H2RNN: automatic intrusion detection model on cloud environment using hybrid feature selection model with hybrid hopfield recurrent neural network
摘要
The environment of cloud computing is severely harmed by security issues, which also harm the industry's long-term development. Intrusion detection is one strategy for averting damaging assaults on the cloud computing environment. Due to the enormous scale, dimensionality, and redundancy of network traffic in cloud computing environments, the development of cloud intrusion detection systems (IDS) is difficult. Thus, in this work, we create a hybrid feature selection method using an intrusion detection model based on a hybrid Hopfield recurrent neural network (H2RNN). Three stages include the developed model: pre-processing, feature selection, and classification. Before the pre-processing, the data are initially gathered from the dataset.

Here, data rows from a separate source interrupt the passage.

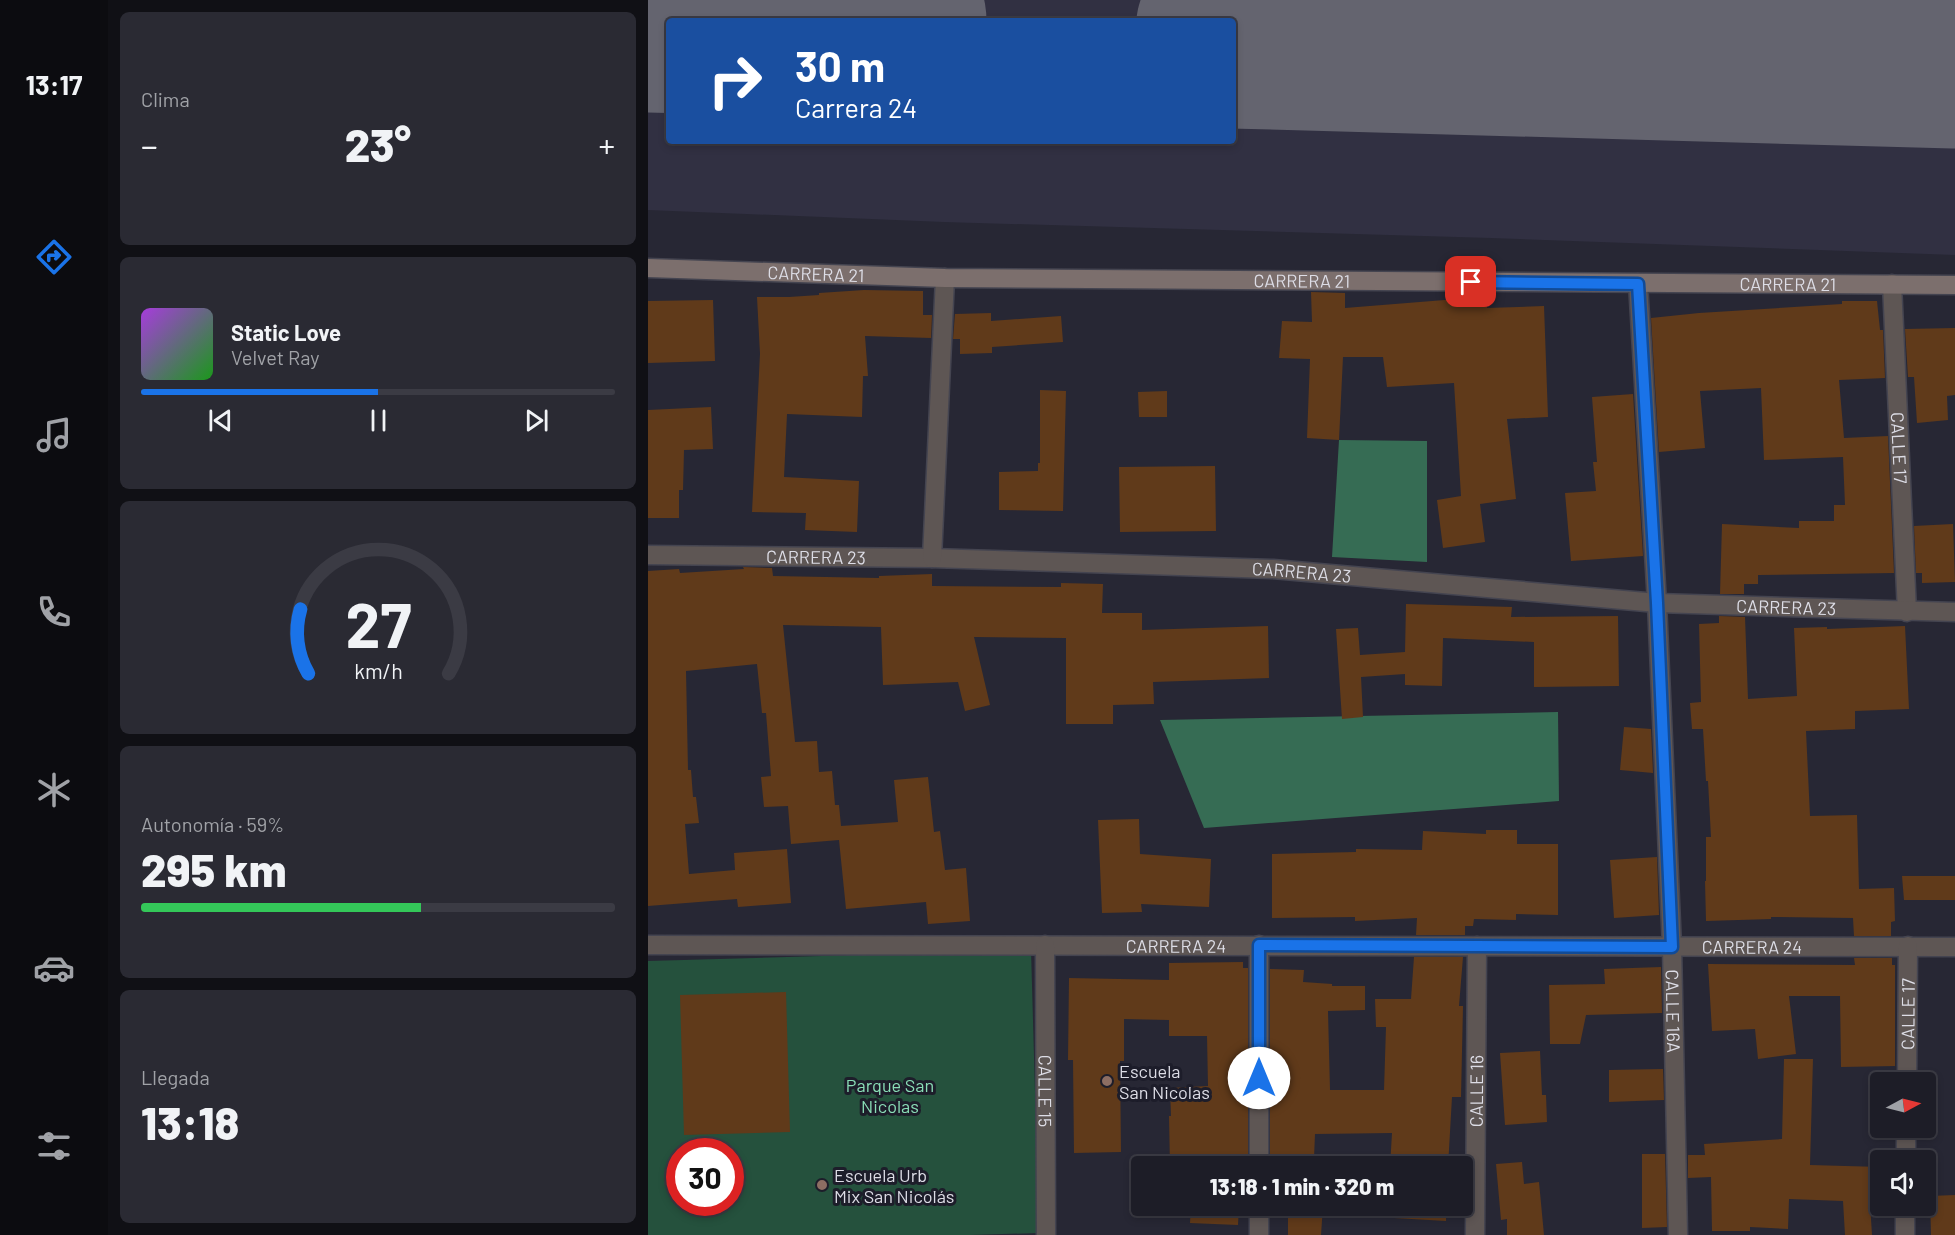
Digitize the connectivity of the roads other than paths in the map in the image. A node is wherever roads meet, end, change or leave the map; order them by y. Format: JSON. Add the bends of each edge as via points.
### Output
{"nodes":[{"id":1,"x":648,"y":268,"type":"edge"},
{"id":2,"x":945,"y":278,"type":"junction"},
{"id":3,"x":1638,"y":284,"type":"junction"},
{"id":4,"x":1892,"y":284,"type":"junction"},
{"id":5,"x":1955,"y":285,"type":"edge"},
{"id":6,"x":648,"y":555,"type":"edge"},
{"id":7,"x":932,"y":558,"type":"junction"},
{"id":8,"x":1657,"y":603,"type":"junction"},
{"id":9,"x":1907,"y":612,"type":"junction"},
{"id":10,"x":1955,"y":612,"type":"edge"},
{"id":11,"x":648,"y":945,"type":"edge"},
{"id":12,"x":1045,"y":945,"type":"junction"},
{"id":13,"x":1259,"y":945,"type":"junction"},
{"id":14,"x":1477,"y":946,"type":"junction"},
{"id":15,"x":1908,"y":946,"type":"junction"},
{"id":16,"x":1672,"y":947,"type":"junction"},
{"id":17,"x":1955,"y":947,"type":"edge"},
{"id":18,"x":1907,"y":1072,"type":"edge"},
{"id":19,"x":1259,"y":1156,"type":"edge"},
{"id":20,"x":1259,"y":1216,"type":"edge"},
{"id":21,"x":1905,"y":1216,"type":"edge"},
{"id":22,"x":1046,"y":1235,"type":"edge"},
{"id":23,"x":1259,"y":1235,"type":"edge"},
{"id":24,"x":1474,"y":1235,"type":"edge"},
{"id":25,"x":1678,"y":1235,"type":"edge"},
{"id":26,"x":1905,"y":1235,"type":"edge"}],
"edges":[{"from":1,"to":2,"type":"street","name":"CARRERA 21"},
{"from":2,"to":3,"type":"street","name":"CARRERA 21"},
{"from":2,"to":7,"type":"street"},
{"from":3,"to":4,"type":"street","name":"CARRERA 21"},
{"from":3,"to":8,"type":"street","name":"CALLE 16A"},
{"from":4,"to":5,"type":"street","name":"CARRERA 21"},
{"from":4,"to":9,"type":"street","name":"CALLE 17"},
{"from":6,"to":7,"type":"street","name":"CARRERA 23"},
{"from":7,"to":8,"type":"street","name":"CARRERA 23","via":[[1273,569]]},
{"from":8,"to":9,"type":"street","name":"CARRERA 23"},
{"from":8,"to":16,"type":"street","name":"CALLE 16A"},
{"from":9,"to":10,"type":"street","name":"CARRERA 23"},
{"from":11,"to":12,"type":"street","name":"CARRERA 24"},
{"from":12,"to":13,"type":"street","name":"CARRERA 24"},
{"from":12,"to":22,"type":"street","name":"CALLE 15"},
{"from":13,"to":14,"type":"street","name":"CARRERA 24"},
{"from":13,"to":19,"type":"street"},
{"from":14,"to":16,"type":"street","name":"CARRERA 24"},
{"from":14,"to":24,"type":"street","name":"CALLE 16"},
{"from":15,"to":16,"type":"street","name":"CARRERA 24"},
{"from":15,"to":17,"type":"street","name":"CARRERA 24"},
{"from":15,"to":18,"type":"street","name":"CALLE 17"},
{"from":16,"to":25,"type":"street","name":"CALLE 16A"},
{"from":20,"to":23,"type":"street"},
{"from":21,"to":26,"type":"street"}]}
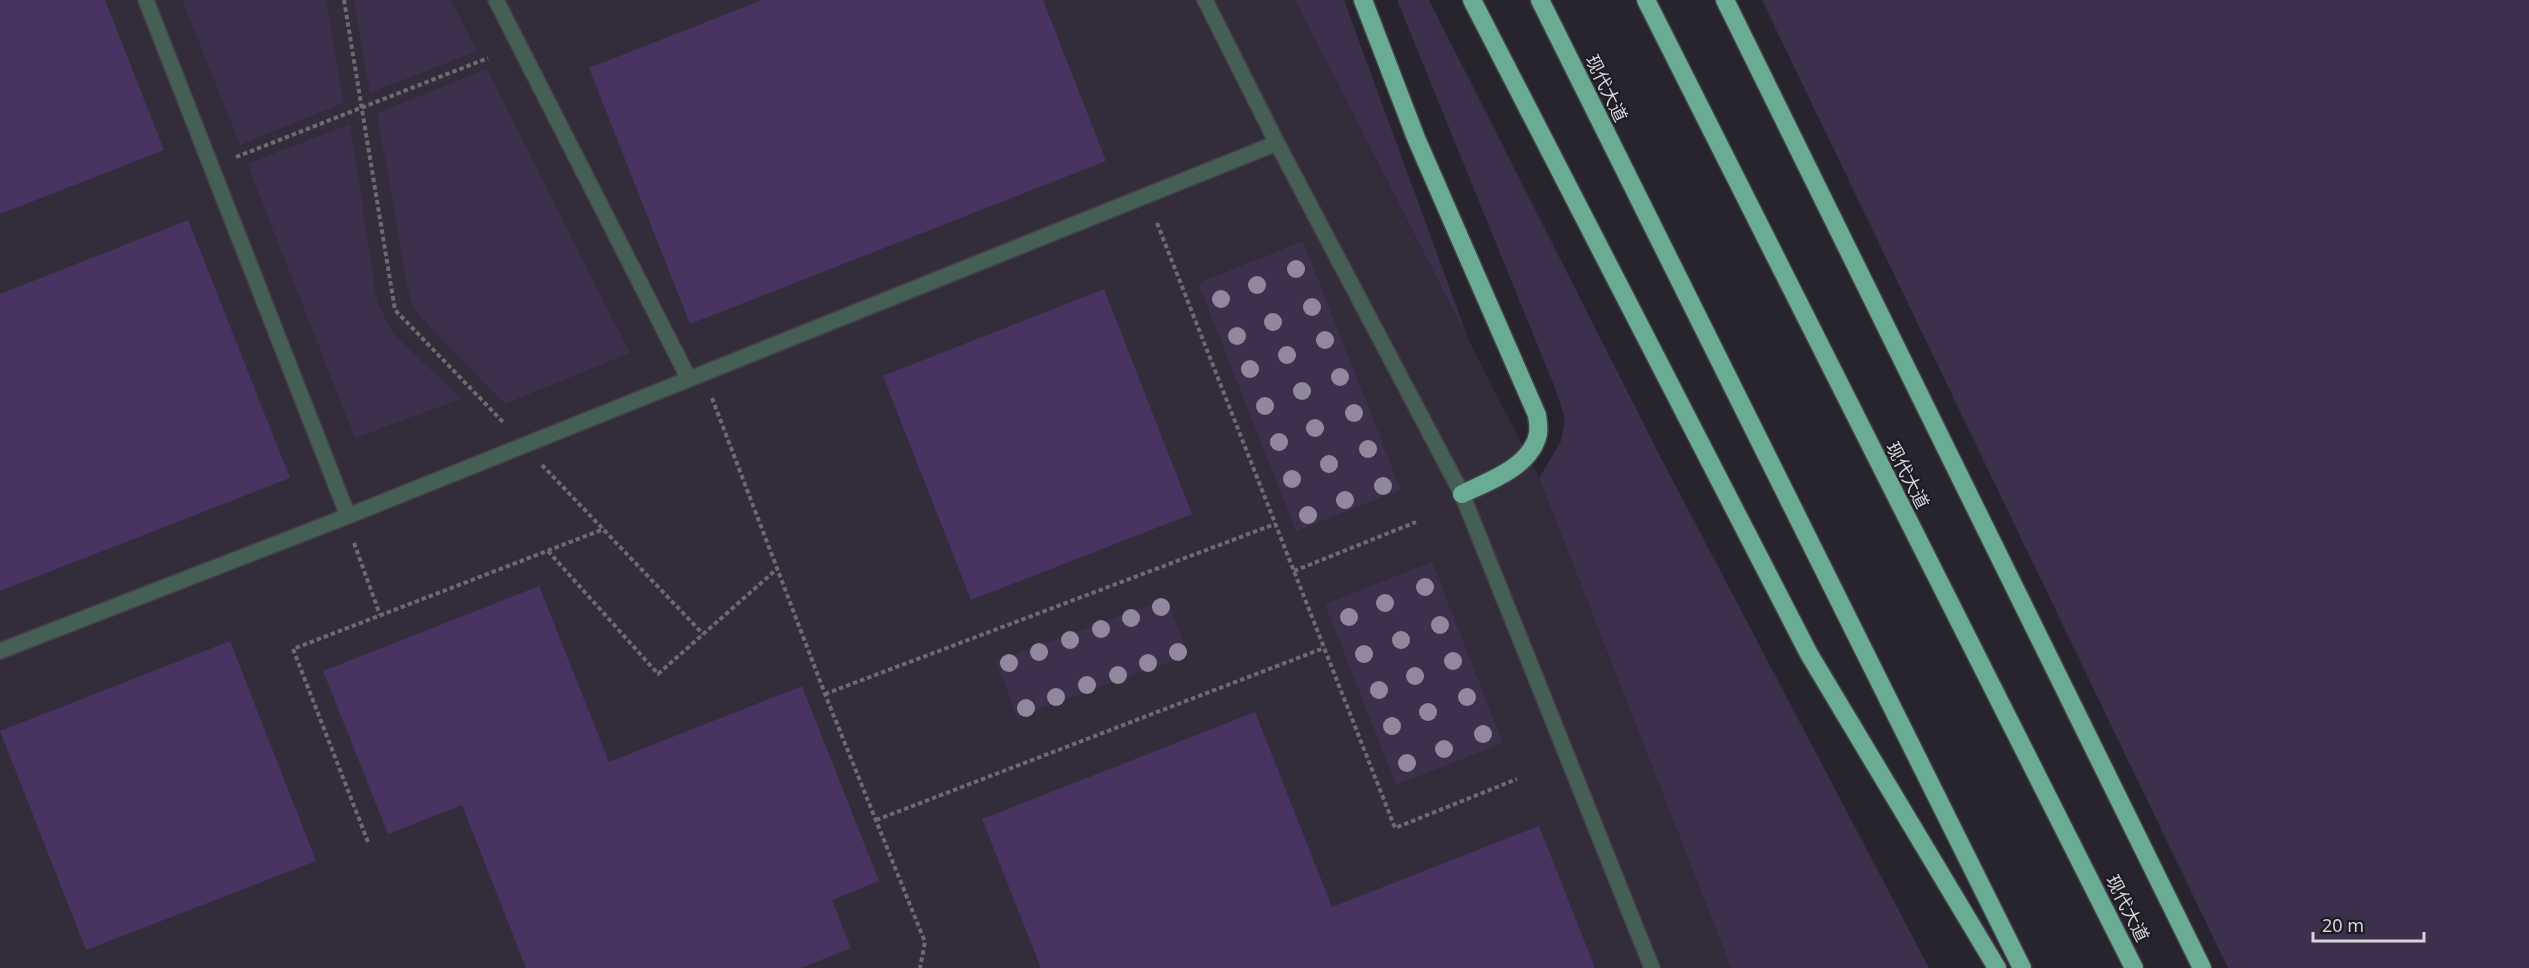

The important features are chosen from each packet following pre-processing. A new hybrid feature selection model is created for feature selection. The hybrid model is a combination of support vector machine-recursive feature elimination (SV-RFE), minimum redundancy maximum Relevance (mRMR), and an enhanced coati optimization (ECO) algorithm. The H2RNN classifier is then given the chosen features to determine if a packet is normal or abnormal. NSL-KDD and KDD Cup 99are the two datasets used for experimental evaluation. The results demonstrate that the current method gives greater classification efficiency compared to four other state-of-the-art methods.